Is there a standard way to see the what phrase/3 translates?
No. The meaning of phrase/3 is defined, but the actual implementation behind is not accessible. There are several different ways, how phrase/3 can be defined. It could be as simple as in YAP:
phrase(P, S0, S) :-
call(P, S0, S).
Or it could use expand_term/2 (or something of that kind). That is:
phrase(P, S0, S) :-
expand_term(( pseudont --> P ), ( pseudont(CS0, CS) :- Goal) )),
S0 = CS0,
S = CS,
Goal.
It could execute the final unification after calling Goal:
phrase(P, S0, S) :-
expand_term(( pseudont --> P ), ( pseudont(CS0, CS) :- Goal) )),
S0 = CS0,
Goal,
S = CS.
And by that introduce the (implementation dependent) convention that the expanded predicates are always called with an uninstantiated and unaliased variable in the last argument which would permit tail-recursiveness in the presence of semicontext.
It is all up to the implementer.
Does this tell me how phrase/3 is used in my test/3?
No, there is no way telling.
But then, why do you ask? Or, to rephrase:
What effect could a differing but conforming implementation of phrase/3 have?
Resource consumption
This should be evident. Consider ?- phrase([],Xs). which does not create any term on the heap in YAP, but does so for the naive expand_term-expansion above. But then, resource consumption is out of scope of the current standards.
Variable ordering
Consider the body of a rule ..., phrase([], Xs, Xs), ... in YAP: Xs remains a local variable, whereas an expand_term-based phrase makes it global. In many implementations this would affect the relative order of variables. Now, the standard explicitly states in 7.2.1:
If X and Y are variables which are not identical then
X term_precedes Y shall be implementation dependent
except that during the creation of a sorted list (7.1.6.5,
8.10.3.1 j) the ordering shall remain constant.

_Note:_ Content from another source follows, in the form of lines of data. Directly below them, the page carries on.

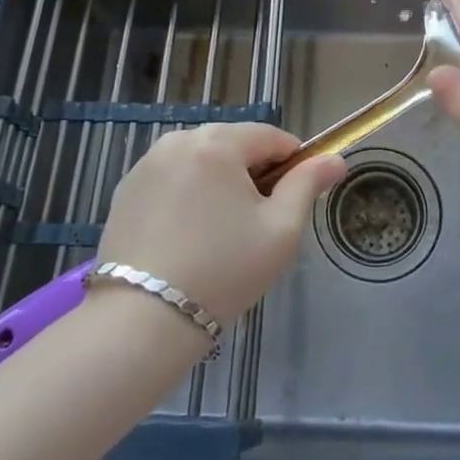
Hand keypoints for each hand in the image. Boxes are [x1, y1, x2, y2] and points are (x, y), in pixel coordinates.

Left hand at [96, 123, 344, 321]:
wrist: (142, 322)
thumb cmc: (223, 271)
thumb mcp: (280, 229)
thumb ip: (308, 185)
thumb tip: (335, 159)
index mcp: (218, 142)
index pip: (271, 137)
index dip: (292, 165)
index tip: (292, 203)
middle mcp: (178, 140)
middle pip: (234, 145)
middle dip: (252, 175)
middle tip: (256, 225)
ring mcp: (146, 164)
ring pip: (202, 161)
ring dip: (219, 184)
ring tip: (220, 235)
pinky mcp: (125, 190)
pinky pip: (172, 179)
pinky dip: (187, 197)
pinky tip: (187, 238)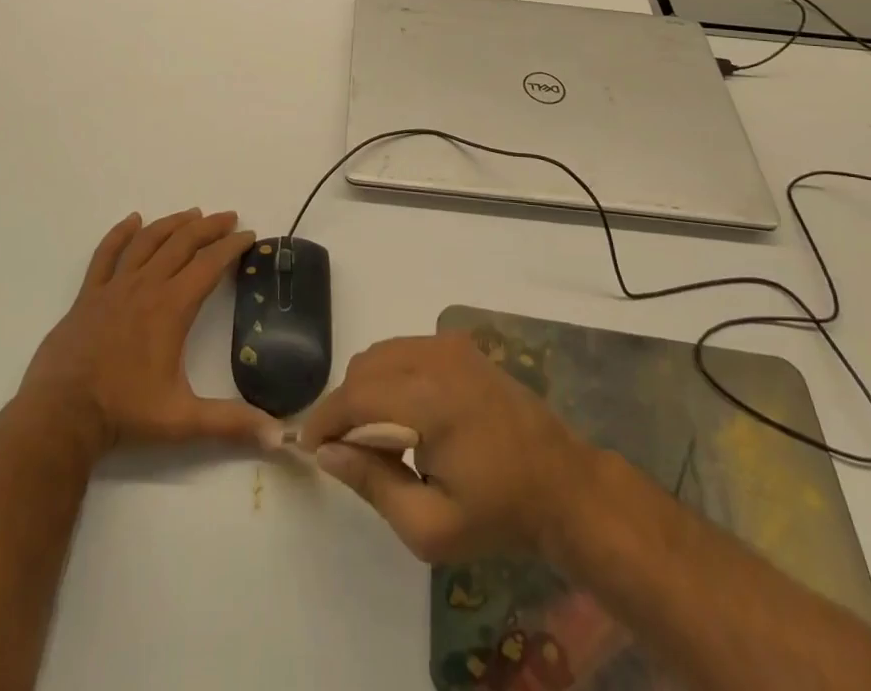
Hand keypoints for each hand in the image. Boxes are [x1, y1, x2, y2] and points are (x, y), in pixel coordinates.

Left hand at [18, 209, 277, 457]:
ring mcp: (114, 287)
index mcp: (172, 307)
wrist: (61, 415)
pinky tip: (133, 220)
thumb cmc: (124, 412)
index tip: (249, 235)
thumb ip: (231, 423)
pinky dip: (120, 233)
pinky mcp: (89, 295)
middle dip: (209, 227)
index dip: (232, 247)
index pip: (210, 264)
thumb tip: (279, 435)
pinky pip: (106, 254)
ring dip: (172, 224)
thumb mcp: (183, 420)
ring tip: (192, 213)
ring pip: (148, 241)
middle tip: (228, 217)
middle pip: (182, 243)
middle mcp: (146, 286)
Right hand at [300, 333, 596, 562]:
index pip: (356, 395)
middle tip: (345, 450)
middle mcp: (436, 357)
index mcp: (430, 399)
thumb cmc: (498, 514)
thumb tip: (326, 453)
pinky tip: (403, 413)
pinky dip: (389, 374)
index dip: (325, 419)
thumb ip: (372, 484)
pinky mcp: (460, 344)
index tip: (308, 446)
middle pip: (364, 367)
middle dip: (344, 405)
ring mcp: (450, 345)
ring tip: (374, 434)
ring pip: (382, 353)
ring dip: (365, 387)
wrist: (562, 484)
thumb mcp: (430, 527)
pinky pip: (405, 349)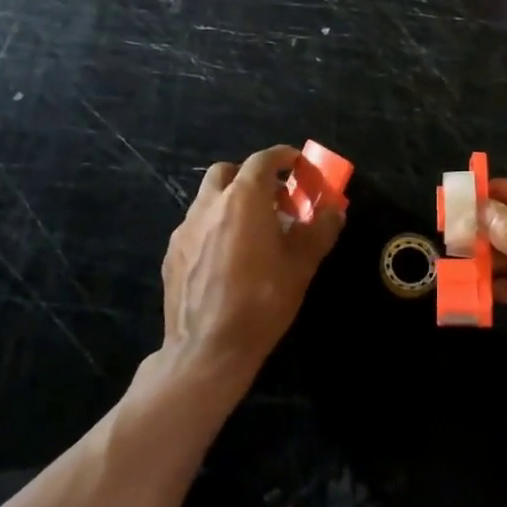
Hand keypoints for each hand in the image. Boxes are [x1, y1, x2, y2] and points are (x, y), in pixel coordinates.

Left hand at [162, 146, 343, 388]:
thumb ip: (320, 231)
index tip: (298, 164)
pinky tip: (228, 258)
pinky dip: (215, 227)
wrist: (207, 350)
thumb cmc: (261, 302)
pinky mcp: (171, 254)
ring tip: (253, 231)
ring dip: (231, 202)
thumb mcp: (301, 266)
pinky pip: (196, 226)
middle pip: (228, 172)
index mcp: (243, 200)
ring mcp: (185, 229)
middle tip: (274, 199)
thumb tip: (334, 211)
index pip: (263, 160)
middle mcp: (209, 205)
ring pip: (208, 199)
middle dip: (252, 177)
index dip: (283, 157)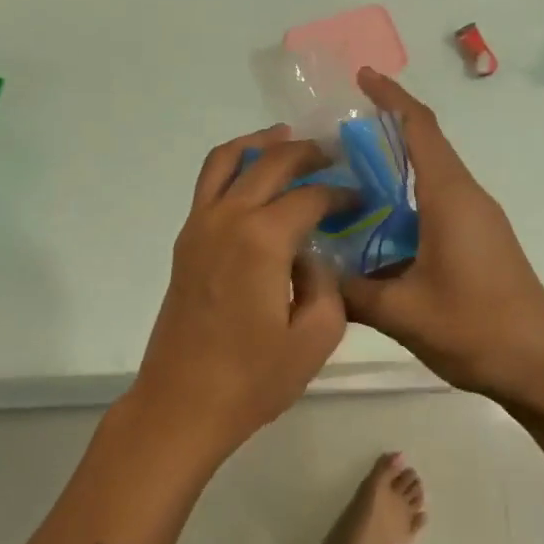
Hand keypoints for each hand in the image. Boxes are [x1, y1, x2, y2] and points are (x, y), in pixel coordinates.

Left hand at [125, 126, 349, 462]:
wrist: (181, 404)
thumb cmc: (252, 379)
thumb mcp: (315, 337)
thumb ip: (326, 283)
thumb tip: (315, 254)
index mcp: (262, 238)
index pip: (311, 196)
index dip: (342, 194)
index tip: (362, 201)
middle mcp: (227, 218)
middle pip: (270, 162)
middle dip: (307, 153)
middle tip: (334, 156)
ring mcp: (199, 226)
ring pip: (227, 160)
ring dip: (260, 144)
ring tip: (288, 139)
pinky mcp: (185, 241)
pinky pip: (208, 184)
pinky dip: (233, 167)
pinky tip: (255, 180)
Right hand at [340, 69, 543, 405]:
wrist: (542, 368)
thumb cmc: (476, 329)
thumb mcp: (401, 312)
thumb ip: (350, 291)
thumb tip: (310, 272)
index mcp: (450, 197)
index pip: (420, 127)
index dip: (391, 97)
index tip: (361, 76)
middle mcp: (465, 198)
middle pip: (422, 148)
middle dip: (380, 135)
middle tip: (328, 142)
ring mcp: (475, 221)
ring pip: (426, 181)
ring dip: (389, 175)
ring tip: (339, 184)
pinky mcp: (478, 243)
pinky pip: (433, 208)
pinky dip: (400, 207)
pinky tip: (370, 232)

So this is again not a problem, but still this might be annoying.
NSTO property
The Prolog standard (that is, part 1 ISO/IEC 13211-1) only defines execution if it is NSTO. That is, if all unifications happening during execution are NSTO — Not subject to occurs-check (see 7.3.3).
Now, consider your case: phrase(("a",!,"b"), Xs, Ys). At first sight, this is equivalent to phrase("ab", Xs, Ys). But now consider assuming set_prolog_flag(double_quotes,chars)
?- Xs = [c|_], Xs = Ys, phrase(("a",!,"b"), Xs, Ys).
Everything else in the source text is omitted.